Dysbiosis played a central role. It involves gut microbiota imbalance—reduced diversity, loss of butyrate-producing bacteria, pathogen overgrowth, and impaired short-chain fatty acid (SCFA) production—driven by broad-spectrum antibiotics and poor diet [15]. Antibiotics reduce microbial richness, alter composition, and disrupt metabolic profiles [16], promoting dysbiosis and damaging the intestinal barrier via weakened mucus and tight junctions [1]. Dysbiosis is a hallmark of recurrent CDI, IBS, and IBD, contributing to barrier dysfunction and metabolic disturbances. FMT restores microbial balance, SCFA production, and gut barrier integrity; modulates serotonin pathways; and inhibits pathogenic biofilms [17]. After FMT, the patient showed increased beneficial taxa (e.g., Firmicutes, Bacteroidota, Lactobacillus, Blautia, Parasutterella) and reduced pathogens (e.g., Escherichia-Shigella, Enterococcus)—a key mechanism in treating antibiotic-associated diarrhea (AAD). FMT alleviates bloating, pain, and diarrhea, supporting recovery by reshaping the gut environment [18]. Kusakabe et al. reported resolution of Crohn’s-like lesions and CMV enteritis after one FMT in a transplant patient unresponsive to standard therapy, linking mucosal healing to restored microbial diversity following Enterococcus overgrowth [19].

Reported clearance rates of MDRO colonization after FMT range from 37.5% to 87.5%, highlighting its potential in combating antimicrobial resistance by inhibiting resistance gene transfer, restoring barrier function, and suppressing pathogen engraftment [20]. Antibiotic use reduces microbial diversity and alters taxonomic abundance, fostering MDRO emergence [21,22]. Crum-Cianflone et al. documented successful eradication of multiple MDROs with FMT in a recurrent CDI patient [23].

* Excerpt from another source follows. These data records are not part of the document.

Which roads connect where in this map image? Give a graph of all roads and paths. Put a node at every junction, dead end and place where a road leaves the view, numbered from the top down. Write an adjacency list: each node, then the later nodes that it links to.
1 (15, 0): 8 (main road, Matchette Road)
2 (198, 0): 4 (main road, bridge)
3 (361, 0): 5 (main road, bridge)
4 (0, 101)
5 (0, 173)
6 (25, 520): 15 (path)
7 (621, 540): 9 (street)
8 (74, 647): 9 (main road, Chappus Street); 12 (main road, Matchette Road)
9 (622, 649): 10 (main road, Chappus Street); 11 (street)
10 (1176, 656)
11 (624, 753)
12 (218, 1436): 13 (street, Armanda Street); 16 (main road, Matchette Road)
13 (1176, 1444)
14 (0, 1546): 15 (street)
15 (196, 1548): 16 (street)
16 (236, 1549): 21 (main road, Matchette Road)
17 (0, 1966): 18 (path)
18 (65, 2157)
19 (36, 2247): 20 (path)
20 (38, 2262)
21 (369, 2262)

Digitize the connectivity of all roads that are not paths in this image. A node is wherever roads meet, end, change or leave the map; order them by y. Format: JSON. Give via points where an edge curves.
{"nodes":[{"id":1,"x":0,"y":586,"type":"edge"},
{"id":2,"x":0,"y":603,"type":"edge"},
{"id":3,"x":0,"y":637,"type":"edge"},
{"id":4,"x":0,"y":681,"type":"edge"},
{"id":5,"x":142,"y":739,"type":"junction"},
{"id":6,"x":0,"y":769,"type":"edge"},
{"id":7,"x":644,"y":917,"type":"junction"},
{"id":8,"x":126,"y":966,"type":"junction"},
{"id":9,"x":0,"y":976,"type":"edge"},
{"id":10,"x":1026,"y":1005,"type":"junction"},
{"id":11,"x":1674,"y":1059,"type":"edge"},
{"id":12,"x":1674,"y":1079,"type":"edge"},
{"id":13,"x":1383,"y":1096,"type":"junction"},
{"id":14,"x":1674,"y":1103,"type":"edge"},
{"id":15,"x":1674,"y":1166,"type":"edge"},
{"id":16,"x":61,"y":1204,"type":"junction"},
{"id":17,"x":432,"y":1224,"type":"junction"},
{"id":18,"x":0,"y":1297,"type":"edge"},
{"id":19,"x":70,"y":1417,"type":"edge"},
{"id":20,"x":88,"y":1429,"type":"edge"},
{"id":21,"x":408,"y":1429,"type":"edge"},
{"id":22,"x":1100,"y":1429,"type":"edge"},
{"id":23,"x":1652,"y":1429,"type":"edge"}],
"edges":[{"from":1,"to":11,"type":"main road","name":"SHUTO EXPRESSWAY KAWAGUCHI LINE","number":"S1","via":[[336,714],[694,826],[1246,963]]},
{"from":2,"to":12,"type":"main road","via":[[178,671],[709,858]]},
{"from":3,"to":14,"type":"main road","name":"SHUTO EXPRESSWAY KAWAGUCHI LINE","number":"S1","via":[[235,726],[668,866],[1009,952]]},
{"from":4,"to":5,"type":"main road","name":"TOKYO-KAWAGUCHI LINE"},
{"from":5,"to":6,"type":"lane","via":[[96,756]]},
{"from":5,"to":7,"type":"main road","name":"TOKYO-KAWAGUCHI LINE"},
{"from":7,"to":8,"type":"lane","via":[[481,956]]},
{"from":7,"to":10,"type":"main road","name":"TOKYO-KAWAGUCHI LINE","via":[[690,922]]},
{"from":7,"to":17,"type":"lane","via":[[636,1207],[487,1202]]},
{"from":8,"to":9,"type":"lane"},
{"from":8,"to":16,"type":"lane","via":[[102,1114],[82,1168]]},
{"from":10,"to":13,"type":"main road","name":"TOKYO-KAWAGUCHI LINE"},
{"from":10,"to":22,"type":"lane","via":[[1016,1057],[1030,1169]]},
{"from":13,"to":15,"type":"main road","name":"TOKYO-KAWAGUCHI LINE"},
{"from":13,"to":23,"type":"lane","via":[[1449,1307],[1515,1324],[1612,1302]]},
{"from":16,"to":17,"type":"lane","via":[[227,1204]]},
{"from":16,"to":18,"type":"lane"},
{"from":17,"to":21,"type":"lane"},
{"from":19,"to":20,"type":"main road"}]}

In adults with recurrent CDI and intact immunity, FMT achieves significantly higher cure rates than antibiotics, reaching 95.56% [3,24]. FMT is now a core therapy for dysbiosis-related conditions through microbiota modulation [25]. Rescue FMT is a vital salvage option for critically ill ICU patients with AAD or CDI who fail conventional treatment, especially when complicated by multidrug-resistant infections [26].

5. Conclusions

This case highlights the dynamic clinical course and impact of timely diagnosis and intervention. Initial symptoms mimicked bacterial infection, but CMV enteritis was ultimately diagnosed, emphasizing the need for early recognition in complex diarrheal diseases. Intestinal dysbiosis significantly contributes to severe diarrhea [27]. A combined strategy of prompt antiviral therapy and restoration of microbial homeostasis may offer a more effective, comprehensive treatment approach.